The growing commercial hub of the West End neighborhood, located around the intersection of Kent and West Chapel Hill streets, is set for a new restaurant this year with the team behind Nosh in the midst of renovating a 61-year-old service station on West Chapel Hill Street.
The restaurant, which will be called Grub, will be the fourth project from Durham-born restaurateur Wendy Woods, who co-owns Piper’s in the Park, Nosh and Jo Rae Cafe.
Woods described the new project as a “neighborhood watering hole/upscale diner” with a blue-collar feel. The restaurant is expected to open at the beginning of May.
Getting a restaurant in the West End has been a two-year journey for Woods and partner Stacey Poston. The two have lived a few blocks away from where the restaurant is going for more than 20 years.
"We've been conceptualizing (Grub) for a while, then we were looking for real estate and then we were really trying to get on this street right by our house,” Poston said.
The new restaurant will transform an old Pure gas station that has sat vacant for many years. Woods and Poston worked with Self-Help Credit Union to acquire the property, which needed more than $60,000 worth of environmental remediation due to soil damage from the property’s gas station days.
Durham-based architectural firm Ellen Cassilly Architecture and Georgia-based design firm Bunker Design were tasked with remaking the 2,400-square-foot space to feature indoor and outdoor seating as well as a rooftop bar. The interior design features several details from local businesses, including upholstery from Raleigh Denim and metalwork from local artist Cassandra Gooding.
The customized space will also feature a wood-fired grill, a luxury that Woods hasn’t had since she worked in Atlanta.

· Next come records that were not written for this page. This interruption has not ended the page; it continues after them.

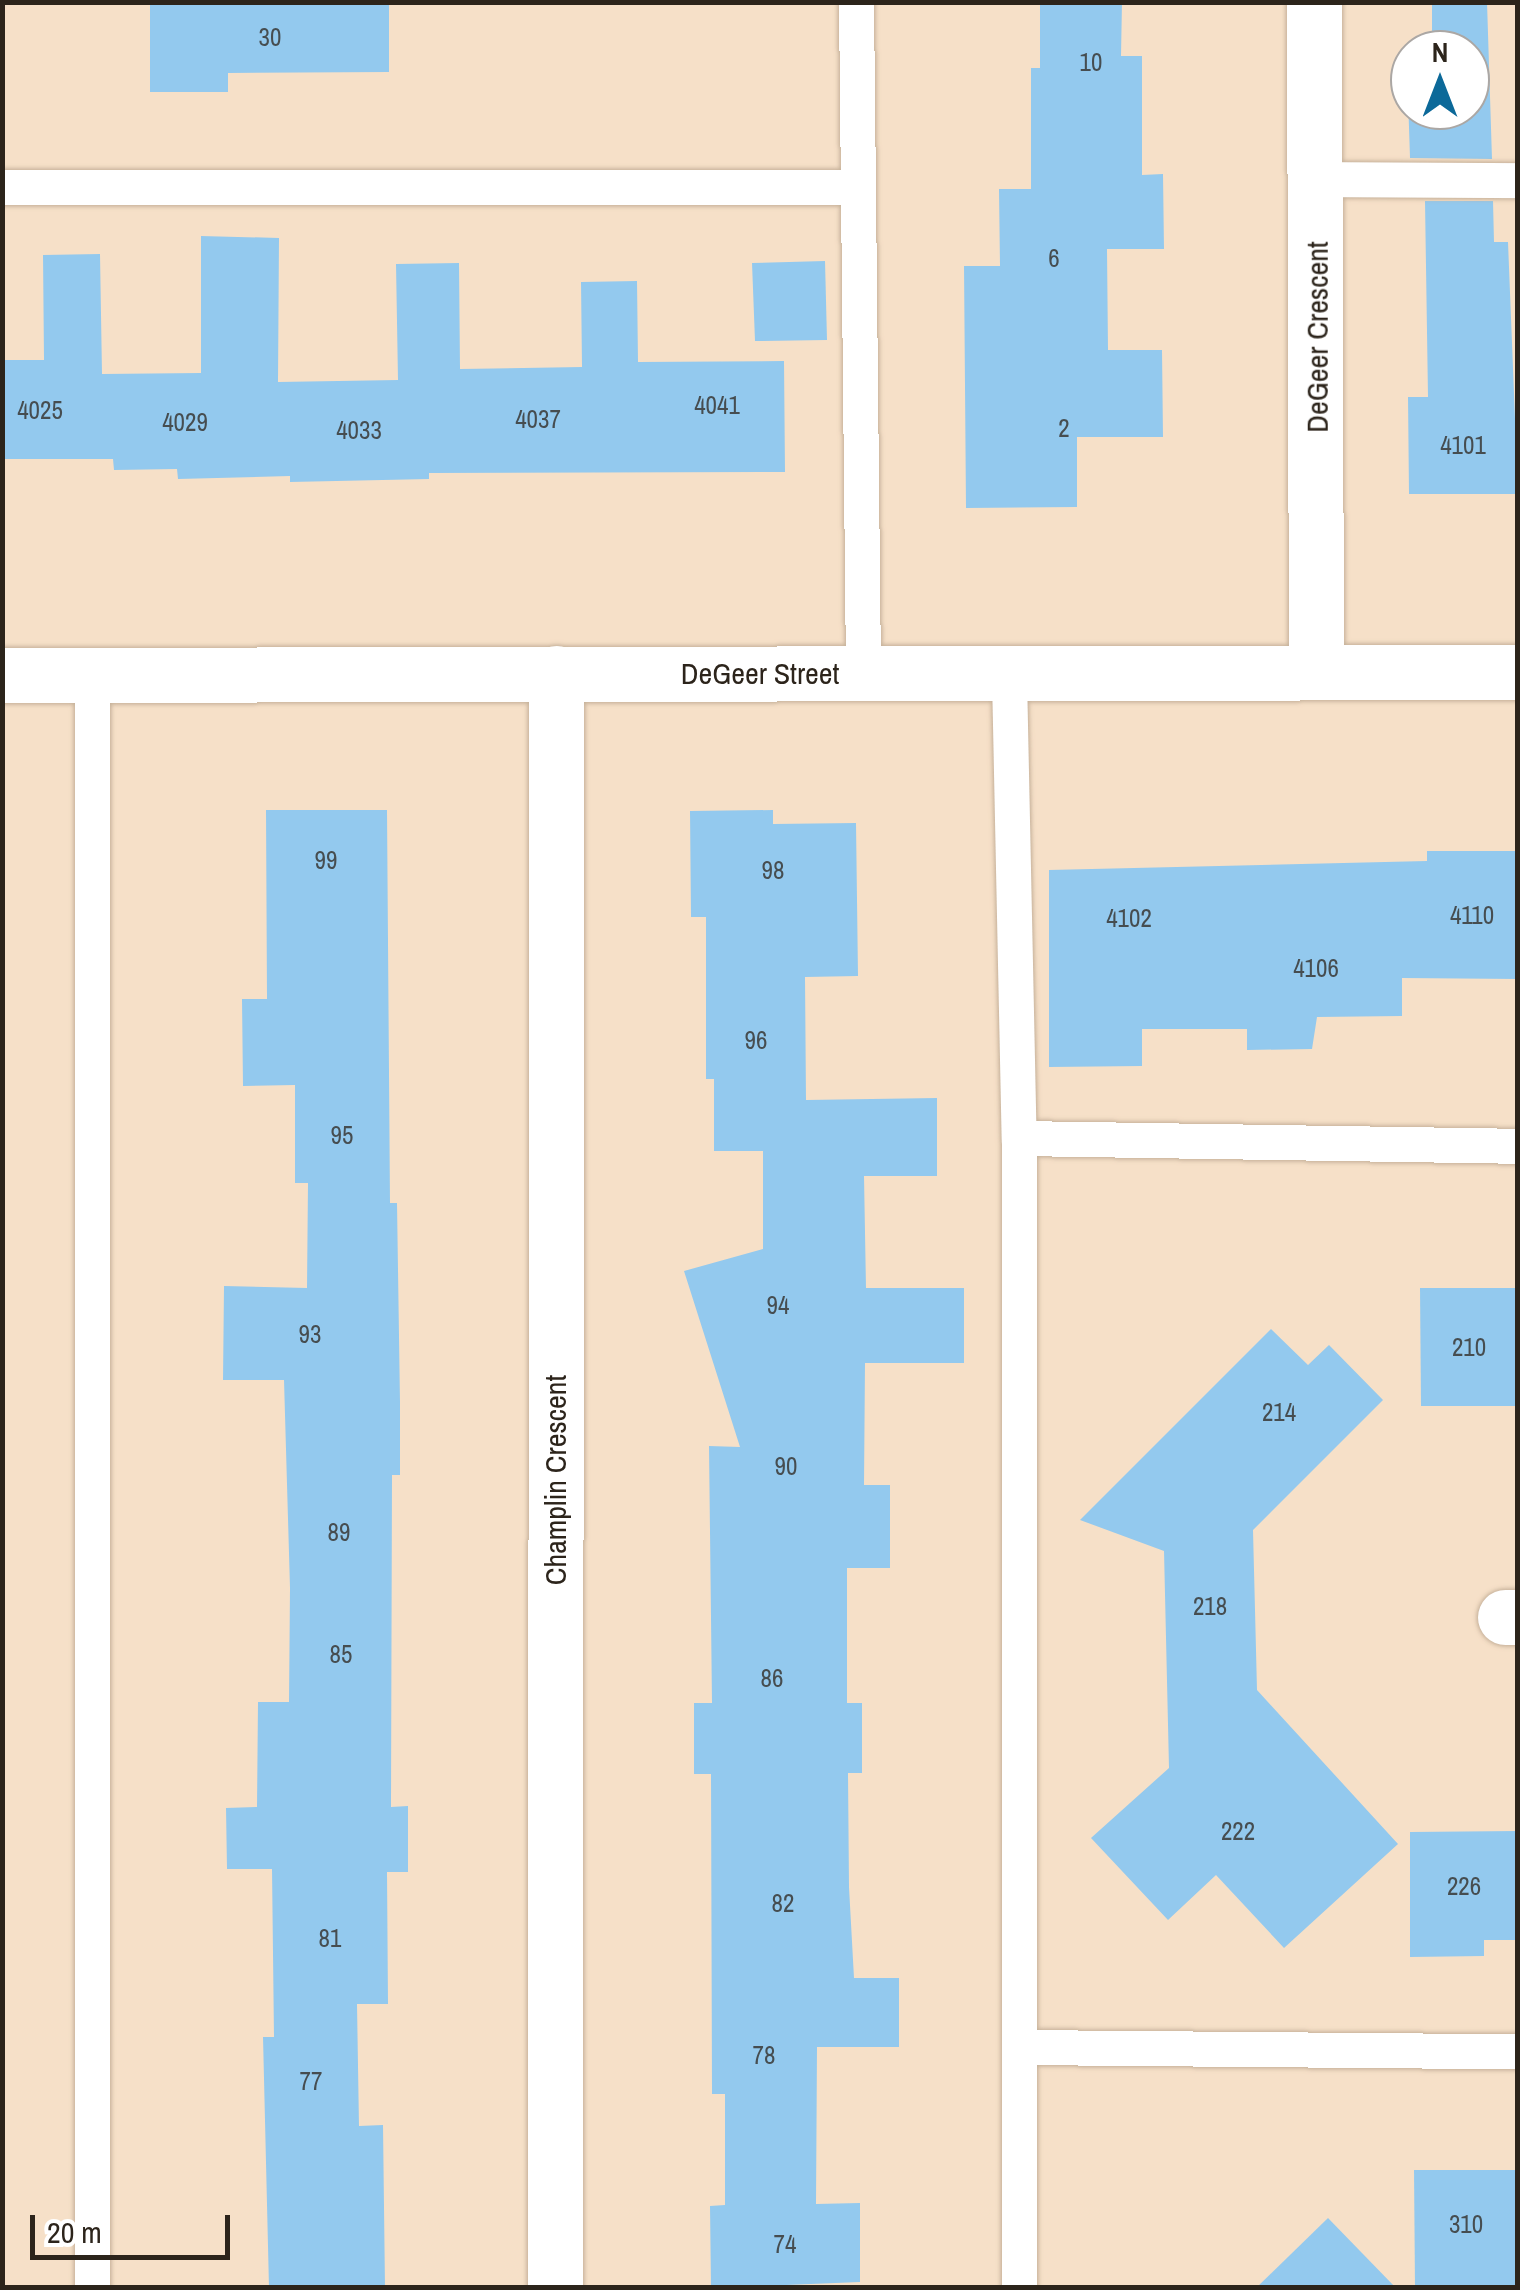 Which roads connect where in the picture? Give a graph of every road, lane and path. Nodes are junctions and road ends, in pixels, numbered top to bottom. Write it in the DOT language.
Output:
graph roads {
  1 [pos="856,2"];
  2 [pos="1314,2"];
  3 [pos="1318,179"];
  4 [pos="1518,180"];
  5 [pos="2,186"];
  6 [pos="854,186"];
  7 [pos="1316,672"];
  8 [pos="1518,672"];
  9 [pos="556,673"];
  10 [pos="863,673"];
  11 [pos="92,674"];
  12 [pos="2,675"];
  13 [pos="1009,677"];
  14 [pos="1019,1138"];
  15 [pos="1518,1146"];
  16 [pos="1020,2047"];
  17 [pos="1518,2052"];
  18 [pos="92,2288"];
  19 [pos="554,2288"];
  20 [pos="1019,2288"];
  1 -- 6 [label="lane"];
  2 -- 3 [label="street, DeGeer Crescent"];
  3 -- 4 [label="lane"];
  3 -- 7 [label="street, DeGeer Crescent"];
  5 -- 6 [label="lane"];
  6 -- 10 [label="lane"];
  7 -- 8 [label="street, DeGeer Street"];
  7 -- 13 [label="street, DeGeer Street"];
  9 -- 10 [label="street, DeGeer Street"];
  9 -- 11 [label="street, DeGeer Street"];
  9 -- 19 [label="street, Champlin Crescent"];
  10 -- 13 [label="street, DeGeer Street"];
  11 -- 12 [label="street, DeGeer Street"];
  11 -- 18 [label="lane"];
  13 -- 14 [label="lane"];
  14 -- 15 [label="lane"];
  14 -- 16 [label="lane"];
  16 -- 17 [label="lane"];
  16 -- 20 [label="lane"];
}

“I used (a wood-fired grill) in Atlanta, and I couldn't quite get the space at Nosh to do it there,” Woods said. “I said if I ever get the chance to (put in a wood-fired grill), I am going to because everything you put on that grill is exceptional. When you own your own space you get to do a few extra things.”
The wood-fired grill will allow Grub to operate differently than Nosh, offering rib-eye steak, an 11-day smoked pastrami and a Brunswick stew, which is a family recipe Woods has been attempting to perfect for four years.

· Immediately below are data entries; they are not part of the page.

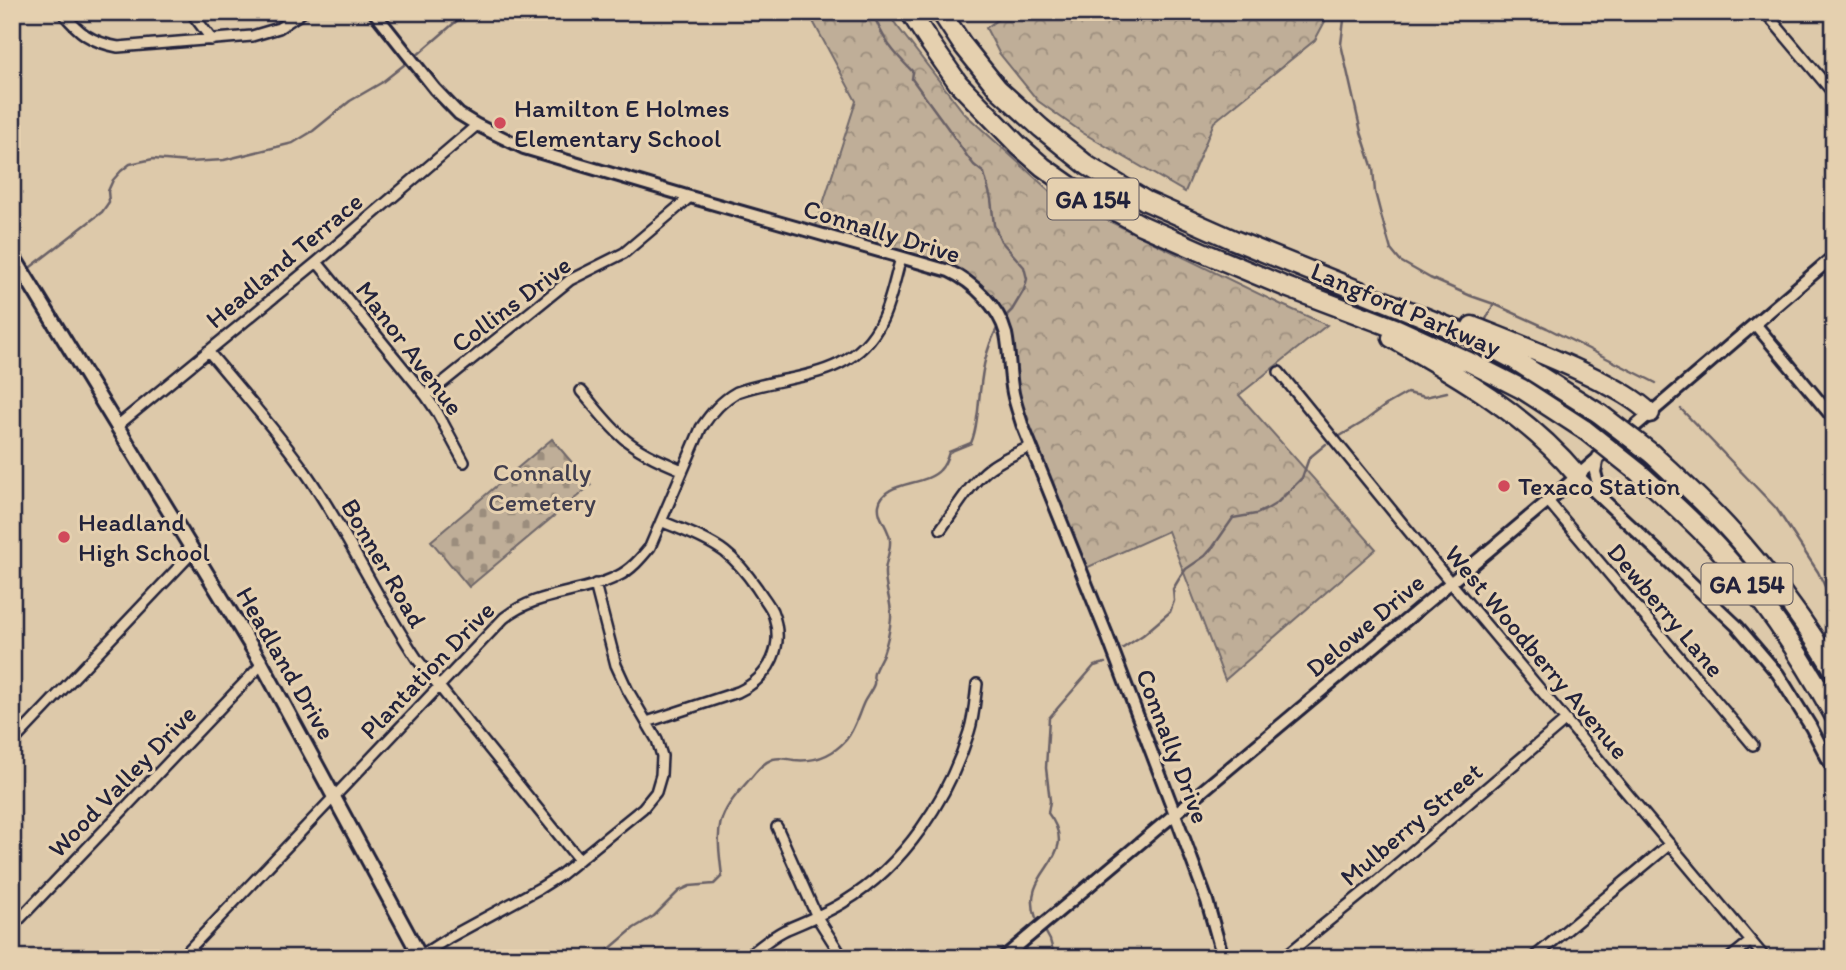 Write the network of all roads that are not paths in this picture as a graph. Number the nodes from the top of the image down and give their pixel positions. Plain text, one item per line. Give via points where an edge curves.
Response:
1 (62, 12) edge
2 (191, 12) edge
3 (303, 12) edge
4 (374, 12) edge
5 (910, 12) edge
6 (942, 12) edge
7 (1765, 12) edge
8 (212, 40) junction
9 (1834, 94) edge
10 (477, 125) junction
11 (690, 197) junction
12 (12, 254) edge
13 (1834, 256) edge
14 (901, 258) junction
15 (317, 262) junction
16 (1375, 296) junction
17 (1334, 306) junction
18 (1755, 324) junction
19 (208, 351) junction
20 (1279, 372) dead end
21 (581, 391) dead end
22 (426, 396) junction
23 (1650, 413) junction
24 (1834, 419) edge
25 (117, 426) junction
26 (1030, 447) junction
27 (1598, 457) junction
28 (464, 463) dead end
29 (682, 470) junction
30 (1577, 475) junction
31 (1602, 498) junction
32 (1548, 501) junction
33 (661, 521) junction
34 (941, 529) dead end
35 (194, 551) junction
36 (1451, 583) junction
37 (595, 584) junction
38 (262, 664) junction
39 (1834, 670) edge
40 (977, 684) dead end
41 (438, 687) junction
42 (1834, 715) edge
43 (1566, 720) junction
44 (647, 722) junction
45 (12, 743) edge
46 (1753, 745) dead end
47 (1834, 771) edge
48 (335, 796) junction
49 (1175, 814) junction
50 (777, 827) dead end
51 (1670, 844) junction
52 (579, 860) junction
53 (817, 917) junction
54 (12, 927) edge
55 (1751, 941) junction
56 (420, 957) edge
57 (181, 958) edge
58 (746, 958) edge
59 (844, 958) edge
60 (1003, 958) edge
61 (1223, 958) edge
62 (1283, 958) edge
63 (1533, 958) edge
64 (1730, 958) edge
65 (1765, 958) edge

1 - 8 street via 83,34 101,44 118,47
2 - 8 street
3 - 8 street via 279,28
4 - 10 street, Connally Drive via 435,89
5 - 17 highway, Langford Parkway / GA 154 via 958,83 1043,167 1141,225
6 - 16 highway, Langford Parkway / GA 154 via 998,89 1088,166 1146,201
7 - 9 street
10 - 11 street, Connally Drive via 524,148
10 - 15 street, Headland Terrace
11 - 14 street, Connally Drive
11 - 22 street, Collins Drive via 624,253 570,280
12 - 25 main road, Headland Drive
13 - 18 street, Delowe Drive
14 - 26 street, Connally Drive via 961,277 996,311 1006,333 1013,392
14 - 29 street, Plantation Drive via 883,318 862,349 829,370 726,398 701,428
15 - 19 street, Headland Terrace
15 - 22 street, Manor Avenue
16 - 23 highway via 1536,351 1619,390
16 - 39 highway, Langford Parkway / GA 154, bridge via 1513,359 1600,414 1651,453 1742,543
17 - 30 highway via 1490,397 1557,452
17 - 42 highway, Langford Parkway / GA 154, bridge via 1397,329 1497,376 1585,430 1638,472 1681,510 1751,588 1785,632
18 - 23 street, Delowe Drive
18 - 24 street
19 - 25 street, Headland Terrace
19 - 41 street, Bonner Road via 307,474 397,629
20 - 36 street, West Woodberry Avenue
21 - 29 street via 627,441
22 - 28 street, Manor Avenue
23 - 27 street, Delowe Drive
25 - 35 main road, Headland Drive
26 - 34 street via 988,470
26 - 49 street, Connally Drive
27 - 30 street, Delowe Drive
27 - 31 street via 1595,472
29 - 33 street, Plantation Drive
30 - 31 street
30 - 32 street, Delowe Drive
31 - 47 street via 1737,625 1778,674
32 - 36 street, Delowe Drive
32 - 46 street, Dewberry Lane
33 - 37 street, Plantation Drive via 637,563
33 - 44 street via 710,542 739,564 771,609 777,640 768,667 749,687
35 - 38 main road, Headland Drive
35 - 45 street
36 - 43 street, West Woodberry Avenue
36 - 49 street, Delowe Drive
37 - 41 street, Plantation Drive via 516,608
37 - 44 street via 616,665
38 - 48 main road, Headland Drive
38 - 54 street, Wood Valley Drive
40 - 53 street via 960,759 920,831 872,883
41 - 48 street, Plantation Drive
41 - 52 street, Bonner Road
43 - 51 street, West Woodberry Avenue
43 - 62 street, Mulberry Street
44 - 52 street via 662,756 656,792
48 - 56 main road, Headland Drive
48 - 57 street, Plantation Drive
49 - 60 street, Delowe Drive
49 - 61 street, Connally Drive
50 - 53 street
51 - 55 street, West Woodberry Avenue
51 - 63 street
52 - 56 street via 540,888
53 - 58 street via 766,941
53 - 59 street
55 - 64 street
55 - 65 street, West Woodberry Avenue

Grub is one of two businesses, along with Local Yogurt, that are renovating former service stations on West Chapel Hill Street with the help of Self-Help. The addition of those two businesses, along with a thriving Durham Co-op Market across the street, is helping make the area a destination, Poston said.
“There’s definitely synergy,” she said. “Those are all female-run businesses, and we like the energy that is going on down here. The Cookery has got some great stuff going on, you’ve got the Emily Krzyzewski Center and you have the Pauli Murray House that is nationally recognized now.
“All that energy is building off each other and is quickly making it a destination.”
Poston added that a group of merchants in the neighborhood is also attempting to rename the West Chapel Hill Street corridor the Pauli Murray District.
Woods agreed that the neighborhood’s growth in recent years, mixed with students from Duke University and young professionals, has made the area conducive to launching a new restaurant. She added that being able to put her fourth restaurant in the neighborhood she has lived in since the 1990s is a “dream come true.”
“This is definitely a statement piece,” Woods said. “Did I ever think I would end up with four restaurants? No, but life takes you where it takes you.”